▸ Task item: Could you return the data below exactly as it appears?

▸ Dataset entries:
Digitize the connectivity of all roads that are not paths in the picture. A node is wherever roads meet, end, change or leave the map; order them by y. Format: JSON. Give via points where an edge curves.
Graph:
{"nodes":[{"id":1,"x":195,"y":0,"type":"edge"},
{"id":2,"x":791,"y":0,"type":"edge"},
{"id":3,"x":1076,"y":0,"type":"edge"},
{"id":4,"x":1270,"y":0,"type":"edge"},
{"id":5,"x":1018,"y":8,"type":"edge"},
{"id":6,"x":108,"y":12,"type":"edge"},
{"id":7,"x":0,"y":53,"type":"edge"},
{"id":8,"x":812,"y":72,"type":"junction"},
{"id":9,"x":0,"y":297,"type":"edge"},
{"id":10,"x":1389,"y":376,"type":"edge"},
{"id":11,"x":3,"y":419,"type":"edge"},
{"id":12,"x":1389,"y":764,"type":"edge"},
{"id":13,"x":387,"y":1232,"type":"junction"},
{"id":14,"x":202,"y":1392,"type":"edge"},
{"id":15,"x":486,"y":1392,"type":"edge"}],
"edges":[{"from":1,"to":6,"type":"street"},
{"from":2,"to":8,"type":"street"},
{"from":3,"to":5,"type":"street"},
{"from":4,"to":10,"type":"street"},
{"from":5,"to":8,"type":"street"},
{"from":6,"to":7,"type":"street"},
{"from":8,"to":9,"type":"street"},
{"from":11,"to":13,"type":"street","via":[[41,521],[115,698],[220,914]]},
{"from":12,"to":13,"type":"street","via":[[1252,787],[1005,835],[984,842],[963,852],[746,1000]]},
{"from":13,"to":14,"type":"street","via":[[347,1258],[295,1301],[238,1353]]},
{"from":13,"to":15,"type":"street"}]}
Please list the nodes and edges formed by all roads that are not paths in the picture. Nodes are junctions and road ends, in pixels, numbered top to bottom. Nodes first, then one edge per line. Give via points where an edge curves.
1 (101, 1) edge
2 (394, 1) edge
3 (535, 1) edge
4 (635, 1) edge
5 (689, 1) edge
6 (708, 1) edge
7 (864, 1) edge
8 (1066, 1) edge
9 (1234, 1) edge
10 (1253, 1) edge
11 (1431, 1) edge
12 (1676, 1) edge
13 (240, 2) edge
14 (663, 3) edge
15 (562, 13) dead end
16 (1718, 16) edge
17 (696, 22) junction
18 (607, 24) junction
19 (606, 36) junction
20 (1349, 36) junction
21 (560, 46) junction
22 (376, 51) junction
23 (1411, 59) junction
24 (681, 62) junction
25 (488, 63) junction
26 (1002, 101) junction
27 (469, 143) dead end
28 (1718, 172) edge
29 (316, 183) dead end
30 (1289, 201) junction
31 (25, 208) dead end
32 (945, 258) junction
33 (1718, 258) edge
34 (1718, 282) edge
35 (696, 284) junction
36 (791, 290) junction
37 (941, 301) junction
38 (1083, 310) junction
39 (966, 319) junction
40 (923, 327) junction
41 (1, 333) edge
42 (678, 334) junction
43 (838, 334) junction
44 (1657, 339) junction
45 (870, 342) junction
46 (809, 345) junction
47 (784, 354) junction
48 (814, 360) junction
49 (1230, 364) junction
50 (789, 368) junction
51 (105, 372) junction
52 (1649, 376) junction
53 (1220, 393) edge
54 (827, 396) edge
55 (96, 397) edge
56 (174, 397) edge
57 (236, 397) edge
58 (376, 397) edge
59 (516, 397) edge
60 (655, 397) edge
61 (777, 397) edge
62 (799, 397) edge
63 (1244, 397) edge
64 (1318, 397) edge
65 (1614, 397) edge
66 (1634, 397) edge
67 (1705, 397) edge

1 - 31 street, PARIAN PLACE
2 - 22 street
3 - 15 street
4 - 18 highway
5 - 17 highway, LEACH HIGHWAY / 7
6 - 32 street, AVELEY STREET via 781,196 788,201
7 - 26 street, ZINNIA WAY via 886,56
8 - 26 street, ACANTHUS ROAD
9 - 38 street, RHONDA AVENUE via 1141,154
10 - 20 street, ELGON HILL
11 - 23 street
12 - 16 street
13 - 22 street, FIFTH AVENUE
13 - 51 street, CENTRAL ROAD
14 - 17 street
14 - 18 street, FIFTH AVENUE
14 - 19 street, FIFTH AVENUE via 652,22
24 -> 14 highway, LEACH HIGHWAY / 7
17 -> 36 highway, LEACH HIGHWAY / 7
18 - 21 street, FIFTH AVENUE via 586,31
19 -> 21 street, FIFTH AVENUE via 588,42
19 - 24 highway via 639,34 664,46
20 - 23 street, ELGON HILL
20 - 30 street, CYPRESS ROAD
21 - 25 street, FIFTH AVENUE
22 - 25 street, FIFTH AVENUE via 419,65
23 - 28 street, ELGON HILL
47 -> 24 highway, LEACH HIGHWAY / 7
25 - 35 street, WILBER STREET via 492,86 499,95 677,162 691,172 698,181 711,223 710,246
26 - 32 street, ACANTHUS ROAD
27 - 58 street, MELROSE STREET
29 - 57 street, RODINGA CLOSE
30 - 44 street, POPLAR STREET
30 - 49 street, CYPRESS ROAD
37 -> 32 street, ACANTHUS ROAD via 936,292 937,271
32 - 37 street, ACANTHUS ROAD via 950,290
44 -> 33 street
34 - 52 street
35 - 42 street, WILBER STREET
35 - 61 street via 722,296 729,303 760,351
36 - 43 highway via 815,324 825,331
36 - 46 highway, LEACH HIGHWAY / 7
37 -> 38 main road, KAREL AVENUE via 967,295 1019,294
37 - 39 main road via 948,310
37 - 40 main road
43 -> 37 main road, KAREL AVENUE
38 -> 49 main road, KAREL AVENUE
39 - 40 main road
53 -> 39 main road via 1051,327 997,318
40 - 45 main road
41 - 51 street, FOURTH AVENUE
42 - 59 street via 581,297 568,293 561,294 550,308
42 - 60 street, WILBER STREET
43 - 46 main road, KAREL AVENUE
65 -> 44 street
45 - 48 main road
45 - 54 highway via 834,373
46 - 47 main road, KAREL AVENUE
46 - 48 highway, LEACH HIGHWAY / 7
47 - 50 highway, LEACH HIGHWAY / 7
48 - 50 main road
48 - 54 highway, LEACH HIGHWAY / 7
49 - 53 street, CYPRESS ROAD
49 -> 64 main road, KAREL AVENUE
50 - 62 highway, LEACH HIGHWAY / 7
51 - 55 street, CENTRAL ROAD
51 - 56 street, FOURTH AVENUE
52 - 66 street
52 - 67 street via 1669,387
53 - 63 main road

▸ Output for this task:
Digitize the connectivity of all roads that are not paths in the picture. A node is wherever roads meet, end, change or leave the map; order them by y. Format: JSON. Give via points where an edge curves.
Graph:
{"nodes":[{"id":1,"x":195,"y":0,"type":"edge"},
{"id":2,"x":791,"y":0,"type":"edge"},
{"id":3,"x":1076,"y":0,"type":"edge"},
{"id":4,"x":1270,"y":0,"type":"edge"},
{"id":5,"x":1018,"y":8,"type":"edge"},
{"id":6,"x":108,"y":12,"type":"edge"},
{"id":7,"x":0,"y":53,"type":"edge"},
{"id":8,"x":812,"y":72,"type":"junction"},
{"id":9,"x":0,"y":297,"type":"edge"},
{"id":10,"x":1389,"y":376,"type":"edge"},
{"id":11,"x":3,"y":419,"type":"edge"},
{"id":12,"x":1389,"y":764,"type":"edge"},
{"id":13,"x":387,"y":1232,"type":"junction"},
{"id":14,"x":202,"y":1392,"type":"edge"},
{"id":15,"x":486,"y":1392,"type":"edge"}],
"edges":[{"from":1,"to":6,"type":"street"},
{"from":2,"to":8,"type":"street"},
{"from":3,"to":5,"type":"street"},
{"from":4,"to":10,"type":"street"},
{"from":5,"to":8,"type":"street"},
{"from":6,"to":7,"type":"street"},
{"from":8,"to":9,"type":"street"},
{"from":11,"to":13,"type":"street","via":[[41,521],[115,698],[220,914]]},
{"from":12,"to":13,"type":"street","via":[[1252,787],[1005,835],[984,842],[963,852],[746,1000]]},
{"from":13,"to":14,"type":"street","via":[[347,1258],[295,1301],[238,1353]]},
{"from":13,"to":15,"type":"street"}]}
Please list the nodes and edges formed by all roads that are not paths in the picture. Nodes are junctions and road ends, in pixels, numbered top to bottom. Nodes first, then one edge per line. Give via points where an edge curves.
1 (101, 1) edge
2 (394, 1) edge
3 (535, 1) edge
4 (635, 1) edge
5 (689, 1) edge
6 (708, 1) edge
7 (864, 1) edge
8 (1066, 1) edge
9 (1234, 1) edge
10 (1253, 1) edge
11 (1431, 1) edge
12 (1676, 1) edge
13 (240, 2) edge
14 (663, 3) edge
15 (562, 13) dead end
16 (1718, 16) edge
17 (696, 22) junction
18 (607, 24) junction
19 (606, 36) junction
20 (1349, 36) junction
21 (560, 46) junction
22 (376, 51) junction
23 (1411, 59) junction
24 (681, 62) junction
25 (488, 63) junction
26 (1002, 101) junction
27 (469, 143) dead end
28 (1718, 172) edge
29 (316, 183) dead end
30 (1289, 201) junction
31 (25, 208) dead end
32 (945, 258) junction
33 (1718, 258) edge
34 (1718, 282) edge
35 (696, 284) junction
36 (791, 290) junction
37 (941, 301) junction
38 (1083, 310) junction
39 (966, 319) junction
40 (923, 327) junction
41 (1, 333) edge
42 (678, 334) junction
43 (838, 334) junction
44 (1657, 339) junction
45 (870, 342) junction
46 (809, 345) junction
47 (784, 354) junction
48 (814, 360) junction
49 (1230, 364) junction
50 (789, 368) junction
51 (105, 372) junction
52 (1649, 376) junction
53 (1220, 393) edge
54 (827, 396) edge
55 (96, 397) edge
56 (174, 397) edge
57 (236, 397) edge
58 (376, 397) edge
59 (516, 397) edge
60 (655, 397) edge
61 (777, 397) edge
62 (799, 397) edge
63 (1244, 397) edge
64 (1318, 397) edge
65 (1614, 397) edge
66 (1634, 397) edge
67 (1705, 397) edge

1 - 31 street, PARIAN PLACE
2 - 22 street
3 - 15 street
4 - 18 highway
5 - 17 highway, LEACH HIGHWAY / 7
6 - 32 street, AVELEY STREET via 781,196 788,201
7 - 26 street, ZINNIA WAY via 886,56
8 - 26 street, ACANTHUS ROAD
9 - 38 street, RHONDA AVENUE via 1141,154
10 - 20 street, ELGON HILL
11 - 23 street
12 - 16 street
13 - 22 street, FIFTH AVENUE
13 - 51 street, CENTRAL ROAD
14 - 17 street
14 - 18 street, FIFTH AVENUE
14 - 19 street, FIFTH AVENUE via 652,22
24 -> 14 highway, LEACH HIGHWAY / 7
17 -> 36 highway, LEACH HIGHWAY / 7
18 - 21 street, FIFTH AVENUE via 586,31
19 -> 21 street, FIFTH AVENUE via 588,42
19 - 24 highway via 639,34 664,46
20 - 23 street, ELGON HILL
20 - 30 street, CYPRESS ROAD
21 - 25 street, FIFTH AVENUE
22 - 25 street, FIFTH AVENUE via 419,65
23 - 28 street, ELGON HILL
47 -> 24 highway, LEACH HIGHWAY / 7
25 - 35 street, WILBER STREET via 492,86 499,95 677,162 691,172 698,181 711,223 710,246
26 - 32 street, ACANTHUS ROAD
27 - 58 street, MELROSE STREET
29 - 57 street, RODINGA CLOSE
30 - 44 street, POPLAR STREET
30 - 49 street, CYPRESS ROAD
37 -> 32 street, ACANTHUS ROAD via 936,292 937,271
32 - 37 street, ACANTHUS ROAD via 950,290
44 -> 33 street
34 - 52 street
35 - 42 street, WILBER STREET
35 - 61 street via 722,296 729,303 760,351
36 - 43 highway via 815,324 825,331
36 - 46 highway, LEACH HIGHWAY / 7
37 -> 38 main road, KAREL AVENUE via 967,295 1019,294
37 - 39 main road via 948,310
37 - 40 main road
43 -> 37 main road, KAREL AVENUE
38 -> 49 main road, KAREL AVENUE
39 - 40 main road
53 -> 39 main road via 1051,327 997,318
40 - 45 main road
41 - 51 street, FOURTH AVENUE
42 - 59 street via 581,297 568,293 561,294 550,308
42 - 60 street, WILBER STREET
43 - 46 main road, KAREL AVENUE
65 -> 44 street
45 - 48 main road
45 - 54 highway via 834,373
46 - 47 main road, KAREL AVENUE
46 - 48 highway, LEACH HIGHWAY / 7
47 - 50 highway, LEACH HIGHWAY / 7
48 - 50 main road
48 - 54 highway, LEACH HIGHWAY / 7
49 - 53 street, CYPRESS ROAD
49 -> 64 main road, KAREL AVENUE
50 - 62 highway, LEACH HIGHWAY / 7
51 - 55 street, CENTRAL ROAD
51 - 56 street, FOURTH AVENUE
52 - 66 street
52 - 67 street via 1669,387
53 - 63 main road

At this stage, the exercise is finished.